There's also the dimension of the technique and the programming and all that.
Were you’re thinking about being more open about it, giving it away to your
patches and to all that kind of stuff because they’re really amazing, first
of all... [laughter] And second, to have all the dimensions to fully comprehend and get your work. Holly Herndon I get asked that a lot. I think some of it is just bashfulness. I’m not the
best programmer in the world. My patches are really ugly. I don’t know. I know
they’re idiosyncratic and I know how to make them sound like how I want them
to sound. I think I haven’t been comfortable with releasing anything like
that. I have been working on a patch with a friend of mine who’s a much
better, more stable developer than I am.
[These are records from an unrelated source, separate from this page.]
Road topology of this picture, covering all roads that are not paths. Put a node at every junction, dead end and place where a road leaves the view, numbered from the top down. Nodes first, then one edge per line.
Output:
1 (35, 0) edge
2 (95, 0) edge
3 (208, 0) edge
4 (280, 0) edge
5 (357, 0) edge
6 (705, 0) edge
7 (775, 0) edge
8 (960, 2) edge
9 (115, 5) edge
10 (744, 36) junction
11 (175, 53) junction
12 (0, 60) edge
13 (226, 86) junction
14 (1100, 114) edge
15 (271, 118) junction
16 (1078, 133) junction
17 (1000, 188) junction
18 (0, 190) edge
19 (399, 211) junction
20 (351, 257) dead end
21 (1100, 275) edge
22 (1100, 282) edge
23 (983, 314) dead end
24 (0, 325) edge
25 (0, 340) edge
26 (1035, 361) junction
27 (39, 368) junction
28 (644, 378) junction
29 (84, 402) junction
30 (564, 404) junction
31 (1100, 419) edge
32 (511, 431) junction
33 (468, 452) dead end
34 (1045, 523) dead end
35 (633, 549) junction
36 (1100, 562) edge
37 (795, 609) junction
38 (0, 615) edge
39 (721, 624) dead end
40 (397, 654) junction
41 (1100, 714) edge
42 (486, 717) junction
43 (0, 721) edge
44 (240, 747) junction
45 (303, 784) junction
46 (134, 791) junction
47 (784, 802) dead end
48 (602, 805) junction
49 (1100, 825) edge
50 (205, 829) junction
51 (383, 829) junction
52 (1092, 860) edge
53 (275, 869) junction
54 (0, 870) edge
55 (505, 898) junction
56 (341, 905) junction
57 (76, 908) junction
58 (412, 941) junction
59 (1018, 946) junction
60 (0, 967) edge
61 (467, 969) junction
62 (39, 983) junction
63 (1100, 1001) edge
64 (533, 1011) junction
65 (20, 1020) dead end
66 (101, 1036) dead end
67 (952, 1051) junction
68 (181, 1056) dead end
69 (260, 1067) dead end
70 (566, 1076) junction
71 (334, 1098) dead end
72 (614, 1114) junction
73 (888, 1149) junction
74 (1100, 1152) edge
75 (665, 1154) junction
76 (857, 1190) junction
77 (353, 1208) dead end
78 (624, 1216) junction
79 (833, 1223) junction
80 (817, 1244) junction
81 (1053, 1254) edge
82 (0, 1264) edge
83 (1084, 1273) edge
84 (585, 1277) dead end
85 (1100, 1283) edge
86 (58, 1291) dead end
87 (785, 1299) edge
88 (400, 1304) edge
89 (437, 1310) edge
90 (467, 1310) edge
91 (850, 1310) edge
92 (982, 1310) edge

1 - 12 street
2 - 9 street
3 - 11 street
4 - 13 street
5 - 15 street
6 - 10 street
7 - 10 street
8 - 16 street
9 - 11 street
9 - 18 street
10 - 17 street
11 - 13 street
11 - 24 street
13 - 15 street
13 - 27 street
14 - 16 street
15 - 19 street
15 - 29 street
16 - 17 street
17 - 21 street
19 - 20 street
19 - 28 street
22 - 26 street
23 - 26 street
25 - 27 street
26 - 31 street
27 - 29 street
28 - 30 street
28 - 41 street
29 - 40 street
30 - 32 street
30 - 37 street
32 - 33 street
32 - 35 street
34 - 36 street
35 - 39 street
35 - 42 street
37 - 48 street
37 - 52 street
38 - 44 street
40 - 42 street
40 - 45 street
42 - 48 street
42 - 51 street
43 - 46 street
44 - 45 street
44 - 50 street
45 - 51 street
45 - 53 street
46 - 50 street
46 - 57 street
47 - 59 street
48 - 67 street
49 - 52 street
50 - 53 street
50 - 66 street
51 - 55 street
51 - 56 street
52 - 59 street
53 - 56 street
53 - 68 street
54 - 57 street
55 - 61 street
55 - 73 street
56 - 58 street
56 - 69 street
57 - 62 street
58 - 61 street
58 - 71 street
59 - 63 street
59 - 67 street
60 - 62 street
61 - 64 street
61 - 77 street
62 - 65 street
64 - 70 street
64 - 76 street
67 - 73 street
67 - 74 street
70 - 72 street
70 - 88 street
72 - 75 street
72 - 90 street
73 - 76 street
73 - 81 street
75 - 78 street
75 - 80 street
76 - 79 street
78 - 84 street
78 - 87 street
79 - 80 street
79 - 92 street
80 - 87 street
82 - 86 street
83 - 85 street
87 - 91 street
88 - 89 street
We’re designing something and as soon
as we get a free week to sit down and get it all done, we definitely, I would
love to release them. Audience Member It suits your ethics anyway. Holly Herndon Yeah, but also in a way I don’t like, with some students, I’ve done things
where I’ve shown people processes or what’s under the hood and done a demo,
things like that. And with students, sometimes I don’t want them to necessarily be
like, “Well, that’s the way to do it.” I think it’s good to figure out your
own way and your own technique sometimes as well. Not in a way to be secretive
or private. Also, I think it’s good for people to figure things out themselves
and do things themselves. I definitely use YouTube tutorials all the time. I
love to do wobble bass massive tutorial like I’m like a 16-year-old in
Australia or whatever. We all do that. Yes, I should be better at that. I’m
sorry that I have not been good at that in the past. [laughs] Audience member Can I also ask another thing if possible? Thank you. First of all, the whole
idea of trying to make your music sound, without referencing the past and the
whole to avoid escapism, I envy that you can do it and you can actually
conquer this thought and this idea. It’s extremely amazing. But at the same time,
how will you feel in ten years when some people might feel nostalgic with your
work and listen to it? Holly Herndon That’s a good question. Audience Member I mean that in the best way possible. I like nostalgia... Holly Herndon I think there’s a major difference between appreciating something of the past
and understanding your lineage. I listen to music that was made a long time
ago every day. It’s not about being like, “Well, that’s a year old; I can’t
even like it anymore.” It’s not about that. It’s about the music that you’re
making being responsive to your current condition. Audience Member I mean the sense that somebody maybe in 50 years, say that, “Okay, this was in 2014
and that was that.” Get the reference that you know all this. “These warbled breaths are Holly
Herndon’s thing so I’m trying to do it,” and they will reference back to you
in a way. Holly Herndon That’s fine, though. Then, that would be combined with whatever new machine
they’re using. Audience Member Totally. Holly Herndon It’s able to, I don’t know, spray sound at you in some weird way. I don’t
know. Audience Member No, it’s perfect. Well, I try to find the defect on what you’re doing so I can
sleep at night. Holly Herndon [laughs] There’s plenty of defects, I promise. [applause] Emma Warren As we pass the microphone over, just out of interest, what old music were you
listing to yesterday or the day before? Holly Herndon Well, that makes me look like really self-obsessed because I’m listening to
mixes from the album that I made but there’s something else in there. It’s
Paul Lansky. I don’t know if you guys know who that is. He’s amazing. He did a
series called the Chatter piece, the Chatter series. Anyways, I was asked
to do a remix, they’re doing a big event at MoMA PS1 this weekend. I was asked
to do a remix of one of those. I was listening to it a lot. I’m trying to get
in there. Emma Warren New question? Audience Member Yes. This might be a little bit weird. You were talking about growing up in a
very religious area and going to church and singing in the choir. It seems
like you moved away from that. You moved to Berlin, you broke out of your
shell, you found who you are, maybe, from what I was listening to. Then, the way
you’ve been talking about your music and being very of now and more in the
technological world, I’m wondering, do you have your own spirituality, your own
spiritual connection, like a daily spiritual practice you might have? Because
you grew up with religion. Holly Herndon I’m not a practicing Christian anymore if that’s the question. [laughs] Audience Member No. I’m more so asking you, for me, I have my own spiritual practice and it’s
not tied in any kind of religion but it’s very involved with my music and my
life. I’m wondering if it’s the same for you. Holly Herndon I think that’s something that I could get better with. That and regular
exercise. I feel like those are tied, really. Well, when you’re thinking of
spirituality, it’s like coming back to yourself and having a moment for
yourself. I feel that way when I exercise a lot. I guess that would be when I
come to a center and that’s really difficult when I’m traveling all the time.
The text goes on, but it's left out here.